Exercise
Every line below should be repeated exactly as written.

═══ Source information

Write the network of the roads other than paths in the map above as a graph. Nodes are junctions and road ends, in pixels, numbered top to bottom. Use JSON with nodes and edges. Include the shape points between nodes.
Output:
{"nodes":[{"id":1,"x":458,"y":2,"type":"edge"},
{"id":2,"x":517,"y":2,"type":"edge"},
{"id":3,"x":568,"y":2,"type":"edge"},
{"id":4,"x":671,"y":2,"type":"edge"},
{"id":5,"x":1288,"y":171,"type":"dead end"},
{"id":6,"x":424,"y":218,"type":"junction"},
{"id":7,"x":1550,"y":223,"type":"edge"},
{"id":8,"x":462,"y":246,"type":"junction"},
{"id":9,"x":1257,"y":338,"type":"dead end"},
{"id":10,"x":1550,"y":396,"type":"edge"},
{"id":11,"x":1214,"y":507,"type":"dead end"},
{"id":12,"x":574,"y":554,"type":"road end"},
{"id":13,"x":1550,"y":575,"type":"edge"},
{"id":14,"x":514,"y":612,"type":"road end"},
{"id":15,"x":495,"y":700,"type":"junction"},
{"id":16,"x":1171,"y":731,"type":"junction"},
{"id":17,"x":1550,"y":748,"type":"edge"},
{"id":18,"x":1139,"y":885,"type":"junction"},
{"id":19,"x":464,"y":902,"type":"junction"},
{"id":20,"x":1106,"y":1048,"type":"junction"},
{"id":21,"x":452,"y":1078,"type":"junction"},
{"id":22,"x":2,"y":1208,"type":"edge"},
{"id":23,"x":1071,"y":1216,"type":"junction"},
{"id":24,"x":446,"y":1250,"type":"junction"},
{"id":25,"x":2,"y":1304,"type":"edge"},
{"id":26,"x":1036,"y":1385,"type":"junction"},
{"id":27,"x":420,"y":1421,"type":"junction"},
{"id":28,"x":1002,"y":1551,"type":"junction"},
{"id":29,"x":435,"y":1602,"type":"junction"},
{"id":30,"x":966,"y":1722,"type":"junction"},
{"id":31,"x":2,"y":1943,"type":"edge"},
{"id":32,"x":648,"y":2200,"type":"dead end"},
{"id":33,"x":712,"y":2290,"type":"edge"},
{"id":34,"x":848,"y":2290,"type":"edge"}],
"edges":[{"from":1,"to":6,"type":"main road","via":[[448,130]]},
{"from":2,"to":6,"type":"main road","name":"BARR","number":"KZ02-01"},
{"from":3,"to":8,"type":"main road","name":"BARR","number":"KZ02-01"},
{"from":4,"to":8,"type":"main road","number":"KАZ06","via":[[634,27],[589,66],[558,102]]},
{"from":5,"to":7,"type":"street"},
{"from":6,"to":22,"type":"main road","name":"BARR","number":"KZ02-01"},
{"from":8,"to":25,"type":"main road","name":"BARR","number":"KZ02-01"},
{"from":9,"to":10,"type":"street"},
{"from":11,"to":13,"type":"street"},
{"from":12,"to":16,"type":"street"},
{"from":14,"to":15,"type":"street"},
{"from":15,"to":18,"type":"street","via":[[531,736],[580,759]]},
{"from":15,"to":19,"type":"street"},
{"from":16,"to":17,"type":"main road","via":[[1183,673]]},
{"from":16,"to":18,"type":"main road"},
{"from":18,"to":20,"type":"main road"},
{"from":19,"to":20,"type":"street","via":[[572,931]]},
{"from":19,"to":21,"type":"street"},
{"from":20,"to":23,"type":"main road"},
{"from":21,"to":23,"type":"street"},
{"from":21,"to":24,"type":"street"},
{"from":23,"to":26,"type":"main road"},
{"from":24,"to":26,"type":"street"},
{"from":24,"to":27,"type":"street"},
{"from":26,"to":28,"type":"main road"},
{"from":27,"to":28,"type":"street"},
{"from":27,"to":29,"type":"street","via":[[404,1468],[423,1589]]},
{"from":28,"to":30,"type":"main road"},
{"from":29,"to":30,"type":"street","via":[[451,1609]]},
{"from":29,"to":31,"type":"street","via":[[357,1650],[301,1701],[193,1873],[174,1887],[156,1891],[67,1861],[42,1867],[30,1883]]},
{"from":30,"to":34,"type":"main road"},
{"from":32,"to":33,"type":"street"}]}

══════

Exercise result
Write the network of the roads other than paths in the map above as a graph. Nodes are junctions and road ends, in pixels, numbered top to bottom. Use JSON with nodes and edges. Include the shape points between nodes.
Output:
{"nodes":[{"id":1,"x":458,"y":2,"type":"edge"},
{"id":2,"x":517,"y":2,"type":"edge"},
{"id":3,"x":568,"y":2,"type":"edge"},
{"id":4,"x":671,"y":2,"type":"edge"},
{"id":5,"x":1288,"y":171,"type":"dead end"},
{"id":6,"x":424,"y":218,"type":"junction"},
{"id":7,"x":1550,"y":223,"type":"edge"},
{"id":8,"x":462,"y":246,"type":"junction"},
{"id":9,"x":1257,"y":338,"type":"dead end"},
{"id":10,"x":1550,"y":396,"type":"edge"},
{"id":11,"x":1214,"y":507,"type":"dead end"},
{"id":12,"x":574,"y":554,"type":"road end"},
{"id":13,"x":1550,"y":575,"type":"edge"},
{"id":14,"x":514,"y":612,"type":"road end"},
{"id":15,"x":495,"y":700,"type":"junction"},
{"id":16,"x":1171,"y":731,"type":"junction"},
{"id":17,"x":1550,"y":748,"type":"edge"},
{"id":18,"x":1139,"y":885,"type":"junction"},
{"id":19,"x":464,"y":902,"type":"junction"},
{"id":20,"x":1106,"y":1048,"type":"junction"},
{"id":21,"x":452,"y":1078,"type":"junction"},
{"id":22,"x":2,"y":1208,"type":"edge"},
{"id":23,"x":1071,"y":1216,"type":"junction"},
{"id":24,"x":446,"y":1250,"type":"junction"},
{"id":25,"x":2,"y":1304,"type":"edge"},
{"id":26,"x":1036,"y":1385,"type":"junction"},
{"id":27,"x":420,"y":1421,"type":"junction"},
{"id":28,"x":1002,"y":1551,"type":"junction"},
{"id":29,"x":435,"y":1602,"type":"junction"},
{"id":30,"x":966,"y":1722,"type":"junction"},
{"id":31,"x":2,"y":1943,"type":"edge"},
{"id":32,"x":648,"y":2200,"type":"dead end"},
{"id":33,"x":712,"y":2290,"type":"edge"},
{"id":34,"x":848,"y":2290,"type":"edge"}],
"edges":[{"from":1,"to":6,"type":"main road","via":[[448,130]]},
{"from":2,"to":6,"type":"main road","name":"BARR","number":"KZ02-01"},
{"from":3,"to":8,"type":"main road","name":"BARR","number":"KZ02-01"},
{"from":4,"to":8,"type":"main road","number":"KАZ06","via":[[634,27],[589,66],[558,102]]},
{"from":5,"to":7,"type":"street"},
{"from":6,"to":22,"type":"main road","name":"BARR","number":"KZ02-01"},
{"from":8,"to":25,"type":"main road","name":"BARR","number":"KZ02-01"},
{"from":9,"to":10,"type":"street"},
{"from":11,"to":13,"type":"street"},
{"from":12,"to":16,"type":"street"},
{"from":14,"to":15,"type":"street"},
{"from":15,"to":18,"type":"street","via":[[531,736],[580,759]]},
{"from":15,"to":19,"type":"street"},
{"from":16,"to":17,"type":"main road","via":[[1183,673]]},
{"from":16,"to":18,"type":"main road"},
{"from":18,"to":20,"type":"main road"},
{"from":19,"to":20,"type":"street","via":[[572,931]]},
{"from":19,"to":21,"type":"street"},
{"from":20,"to":23,"type":"main road"},
{"from":21,"to":23,"type":"street"},
{"from":21,"to":24,"type":"street"},
{"from":23,"to":26,"type":"main road"},
{"from":24,"to":26,"type":"street"},
{"from":24,"to":27,"type":"street"},
{"from":26,"to":28,"type":"main road"},
{"from":27,"to":28,"type":"street"},
{"from":27,"to":29,"type":"street","via":[[404,1468],[423,1589]]},
{"from":28,"to":30,"type":"main road"},
{"from":29,"to":30,"type":"street","via":[[451,1609]]},
{"from":29,"to":31,"type":"street","via":[[357,1650],[301,1701],[193,1873],[174,1887],[156,1891],[67,1861],[42,1867],[30,1883]]},
{"from":30,"to":34,"type":"main road"},
{"from":32,"to":33,"type":"street"}]}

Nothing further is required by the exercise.